(Exercise input)

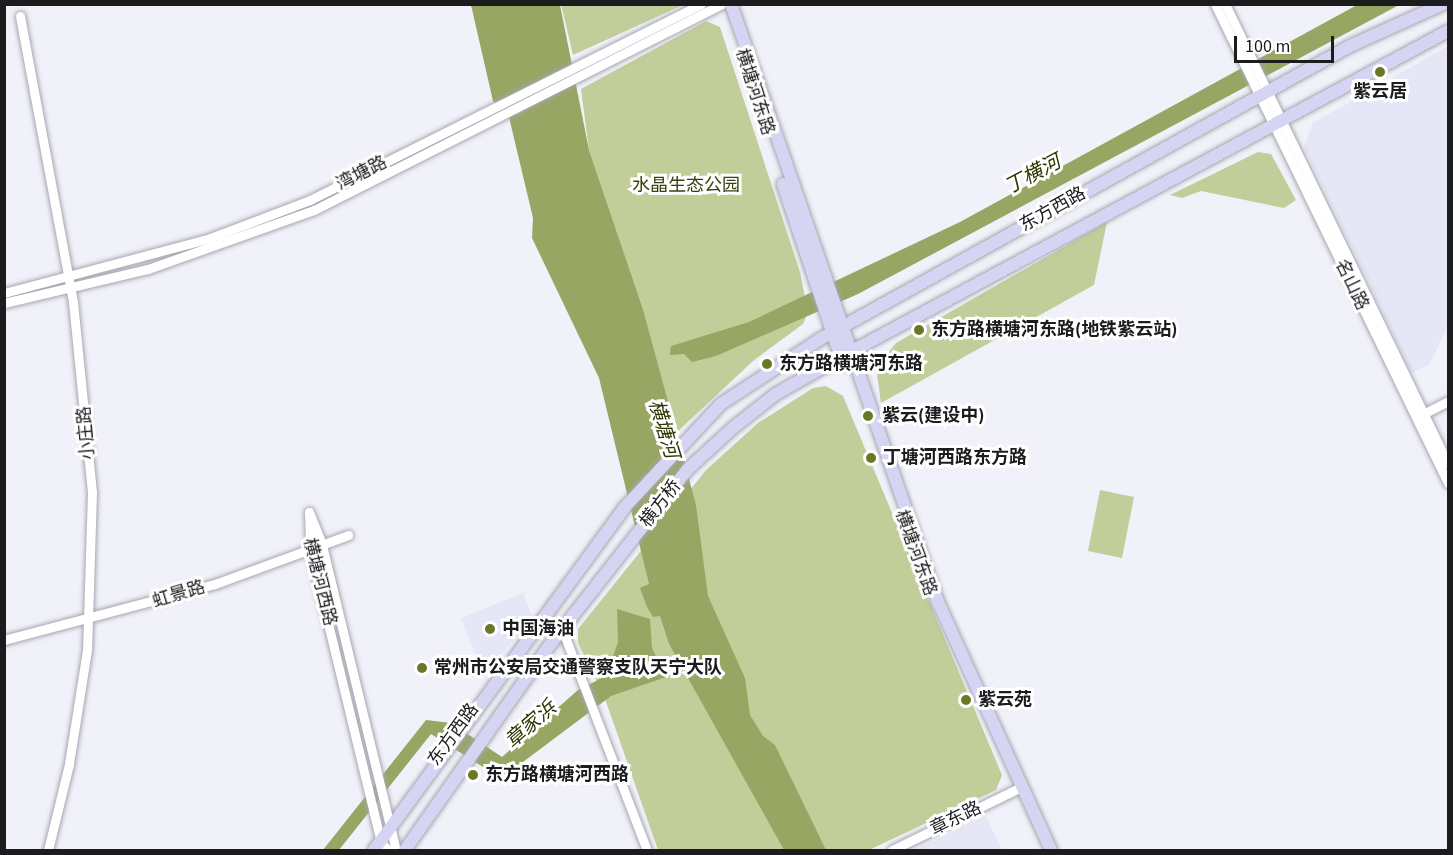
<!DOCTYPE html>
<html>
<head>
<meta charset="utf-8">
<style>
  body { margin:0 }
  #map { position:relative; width:1453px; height:855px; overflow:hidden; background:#f1f1fa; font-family:"Source Sans 3","Noto Sans SC",sans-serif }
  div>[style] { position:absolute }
  .built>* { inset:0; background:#e5e6f6 }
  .green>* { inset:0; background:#c1ce99 }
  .water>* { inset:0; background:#98a664 }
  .roads { filter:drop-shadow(0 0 2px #a6a7af) drop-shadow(0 0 2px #a6a7af) }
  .minor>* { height:9px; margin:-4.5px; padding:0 4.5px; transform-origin:4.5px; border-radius:4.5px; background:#fff }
  .major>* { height:12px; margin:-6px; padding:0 6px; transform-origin:6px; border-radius:6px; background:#d5d5f3 }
  .dots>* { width:16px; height:16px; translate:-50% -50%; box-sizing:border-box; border:3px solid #fff; border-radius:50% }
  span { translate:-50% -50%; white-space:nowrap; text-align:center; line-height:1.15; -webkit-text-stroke:6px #fff; paint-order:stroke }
  .street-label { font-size:18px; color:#1c1c1f }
  .poi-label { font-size:18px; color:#1c1c1f; font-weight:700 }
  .left { translate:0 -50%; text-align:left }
  .park-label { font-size:18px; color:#38410e }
  .water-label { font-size:20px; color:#2d3601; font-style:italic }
  .frame { position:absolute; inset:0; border:6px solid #1c1c1f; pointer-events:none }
  .scale { position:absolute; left:1234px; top:36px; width:100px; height:27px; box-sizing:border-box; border:3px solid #1c1c1f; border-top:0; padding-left:8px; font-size:18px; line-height:21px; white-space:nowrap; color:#1c1c1f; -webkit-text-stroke:4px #fff; paint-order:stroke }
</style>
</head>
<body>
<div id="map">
  <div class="built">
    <div style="clip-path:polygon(1448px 46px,1448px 325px,1430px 364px,1412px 373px,1304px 147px,1313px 123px)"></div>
    <div style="clip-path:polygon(523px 593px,532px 616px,485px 676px,461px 618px)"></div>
    <div style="clip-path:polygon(986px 816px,1002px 850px,915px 850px)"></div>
  </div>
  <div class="green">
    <div style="clip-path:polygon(561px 4px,683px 5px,573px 55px)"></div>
    <div style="clip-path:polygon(706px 21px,720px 27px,800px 272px,808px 312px,803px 324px,753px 361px,676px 433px,643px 309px,589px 150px,581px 89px)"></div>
    <div style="clip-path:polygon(1258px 152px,1271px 154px,1296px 200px,1284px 208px,1201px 191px,1182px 198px,1170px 195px)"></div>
    <div style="clip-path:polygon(1107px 222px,1094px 285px,881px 403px,876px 367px,896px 343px)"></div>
    <div style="clip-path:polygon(826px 386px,843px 396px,1002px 775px,996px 790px,869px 850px,658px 850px,604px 696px,578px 643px,578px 629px,706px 470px,758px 423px,813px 388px)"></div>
    <div style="clip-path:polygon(1100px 490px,1134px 497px,1122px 558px,1088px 551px)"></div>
  </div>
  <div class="water">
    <div style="clip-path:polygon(471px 5px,560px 5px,589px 150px,643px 309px,696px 505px,708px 596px,745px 678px,750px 715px,763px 736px,775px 745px,826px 850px,784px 850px,669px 644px,660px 616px,653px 617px,647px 607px,640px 588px,649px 584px,599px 378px,532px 238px,533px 218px,508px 113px,493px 101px)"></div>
    <div style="clip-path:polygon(1357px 5px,1399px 5px,858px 294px,716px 356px,692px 362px,684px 354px,670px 355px,671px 346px,749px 322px,960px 222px)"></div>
    <div style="clip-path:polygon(617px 609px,650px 619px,652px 648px,666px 677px,611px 696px,507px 774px,491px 772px,431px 734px,339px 850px,323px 850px,426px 720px,451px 723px,502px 757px,578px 690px,606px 676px,618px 642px)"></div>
  </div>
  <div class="roads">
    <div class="minor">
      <div style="left:1215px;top:4px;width:533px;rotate:64.06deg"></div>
      <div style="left:1225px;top:4px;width:511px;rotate:64.14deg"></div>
      <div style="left:20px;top:16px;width:291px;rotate:79.5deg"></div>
      <div style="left:73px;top:302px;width:191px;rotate:84.3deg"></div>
      <div style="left:92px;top:492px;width:158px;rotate:91.8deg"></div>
      <div style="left:87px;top:650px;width:115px;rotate:99deg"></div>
      <div style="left:69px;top:764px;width:89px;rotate:103.7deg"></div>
      <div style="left:4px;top:293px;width:213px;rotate:-14.9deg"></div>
      <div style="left:210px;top:238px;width:107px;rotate:-20.8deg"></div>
      <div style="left:310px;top:200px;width:437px;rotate:-26.6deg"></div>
      <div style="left:4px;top:303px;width:148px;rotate:-13.3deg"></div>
      <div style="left:148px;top:269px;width:176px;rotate:-19.6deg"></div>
      <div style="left:314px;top:210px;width:456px;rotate:-26.8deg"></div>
      <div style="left:1419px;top:416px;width:33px;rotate:-27deg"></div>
      <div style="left:309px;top:512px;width:35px;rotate:68deg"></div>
      <div style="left:322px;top:545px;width:314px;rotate:76.4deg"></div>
      <div style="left:309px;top:512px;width:37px;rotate:88deg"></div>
      <div style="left:310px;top:549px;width:301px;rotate:76.4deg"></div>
      <div style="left:381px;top:842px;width:11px;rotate:49deg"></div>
      <div style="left:562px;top:629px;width:237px;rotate:69deg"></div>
      <div style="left:4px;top:640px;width:218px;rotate:-14.9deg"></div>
      <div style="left:215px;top:584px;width:142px;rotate:-20.2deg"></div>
      <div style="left:892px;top:850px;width:144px;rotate:-26deg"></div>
    </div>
    <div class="major">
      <div style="left:731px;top:4px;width:633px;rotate:70.91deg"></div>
      <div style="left:938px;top:602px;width:273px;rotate:65.5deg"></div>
      <div style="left:783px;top:184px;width:190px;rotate:71.6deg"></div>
      <div style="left:374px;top:850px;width:424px;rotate:-53.8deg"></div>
      <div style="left:624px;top:508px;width:142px;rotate:-47deg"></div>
      <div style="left:721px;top:404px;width:121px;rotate:-33.2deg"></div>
      <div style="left:822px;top:338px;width:603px;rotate:-28.94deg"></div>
      <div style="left:1350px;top:46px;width:102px;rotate:-24.3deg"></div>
      <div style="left:405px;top:850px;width:250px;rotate:-54.8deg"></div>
      <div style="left:549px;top:646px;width:225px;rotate:-51.9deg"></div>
      <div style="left:688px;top:469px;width:62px;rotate:-42.4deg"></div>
      <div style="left:734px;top:427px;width:53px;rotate:-38.2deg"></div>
      <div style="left:776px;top:394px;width:77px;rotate:-29.6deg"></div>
      <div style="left:843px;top:356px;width:687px;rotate:-28.24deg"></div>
    </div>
  </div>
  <div class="dots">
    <div style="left:1380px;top:72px;background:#697826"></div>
    <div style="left:919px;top:330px;background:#697826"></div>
    <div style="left:767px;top:364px;background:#697826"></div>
    <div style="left:868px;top:416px;background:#697826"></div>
    <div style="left:871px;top:458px;background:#697826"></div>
    <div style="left:490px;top:629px;background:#697826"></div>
    <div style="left:422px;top:668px;background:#697826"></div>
    <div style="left:966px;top:700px;background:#697826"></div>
    <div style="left:473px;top:775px;background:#697826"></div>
  </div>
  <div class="street-label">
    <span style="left:754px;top:92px;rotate:72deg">横塘河东路</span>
    <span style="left:362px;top:174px;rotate:-27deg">湾塘路</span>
    <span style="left:1053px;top:210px;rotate:-29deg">东方西路</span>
    <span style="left:1351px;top:285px;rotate:64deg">名山路</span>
    <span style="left:87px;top:433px;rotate:-95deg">小庄路</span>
    <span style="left:661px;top:504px;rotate:-52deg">横方桥</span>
    <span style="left:915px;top:553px;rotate:70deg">横塘河东路</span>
    <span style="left:319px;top:582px;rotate:76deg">横塘河西路</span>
    <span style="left:179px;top:595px;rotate:-17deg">虹景路</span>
    <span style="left:454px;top:735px;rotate:-54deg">东方西路</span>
    <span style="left:956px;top:819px;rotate:-26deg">章东路</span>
  </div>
  <div class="poi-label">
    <span style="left:1380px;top:92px">紫云居</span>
    <span class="left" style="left:931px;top:330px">东方路横塘河东路(地铁紫云站)</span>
    <span class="left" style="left:779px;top:364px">东方路横塘河东路</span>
    <span class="left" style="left:882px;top:416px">紫云(建设中)</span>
    <span class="left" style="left:883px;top:458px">丁塘河西路东方路</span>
    <span class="left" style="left:502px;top:629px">中国海油</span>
    <span class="left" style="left:434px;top:668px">常州市公安局交通警察支队天宁大队</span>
    <span class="left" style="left:978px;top:700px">紫云苑</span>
    <span class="left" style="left:485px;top:775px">东方路横塘河西路</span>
  </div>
  <div class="park-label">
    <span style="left:686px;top:186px">水晶生态公园</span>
  </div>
  <div class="water-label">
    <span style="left:1033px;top:175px;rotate:-28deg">丁横河</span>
    <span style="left:663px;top:429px;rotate:73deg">横塘河</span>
    <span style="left:531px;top:725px;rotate:-41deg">章家浜</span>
  </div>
  <div class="frame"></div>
  <div class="scale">100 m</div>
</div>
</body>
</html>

(End Exercise input)

Please output exactly the lines of the data above, from its first line through the line with "filter:drop-shadow(0 0 2px", and nothing else; drop the pictures.

**Output of the task:**
<!DOCTYPE html>
<html>
<head>
<meta charset="utf-8">
<style>
  body { margin:0 }
  #map { position:relative; width:1453px; height:855px; overflow:hidden; background:#f1f1fa; font-family:"Source Sans 3","Noto Sans SC",sans-serif }
  div>[style] { position:absolute }
  .built>* { inset:0; background:#e5e6f6 }
  .green>* { inset:0; background:#c1ce99 }
  .water>* { inset:0; background:#98a664 }
  .roads { filter:drop-shadow(0 0 2px #a6a7af) drop-shadow(0 0 2px #a6a7af) }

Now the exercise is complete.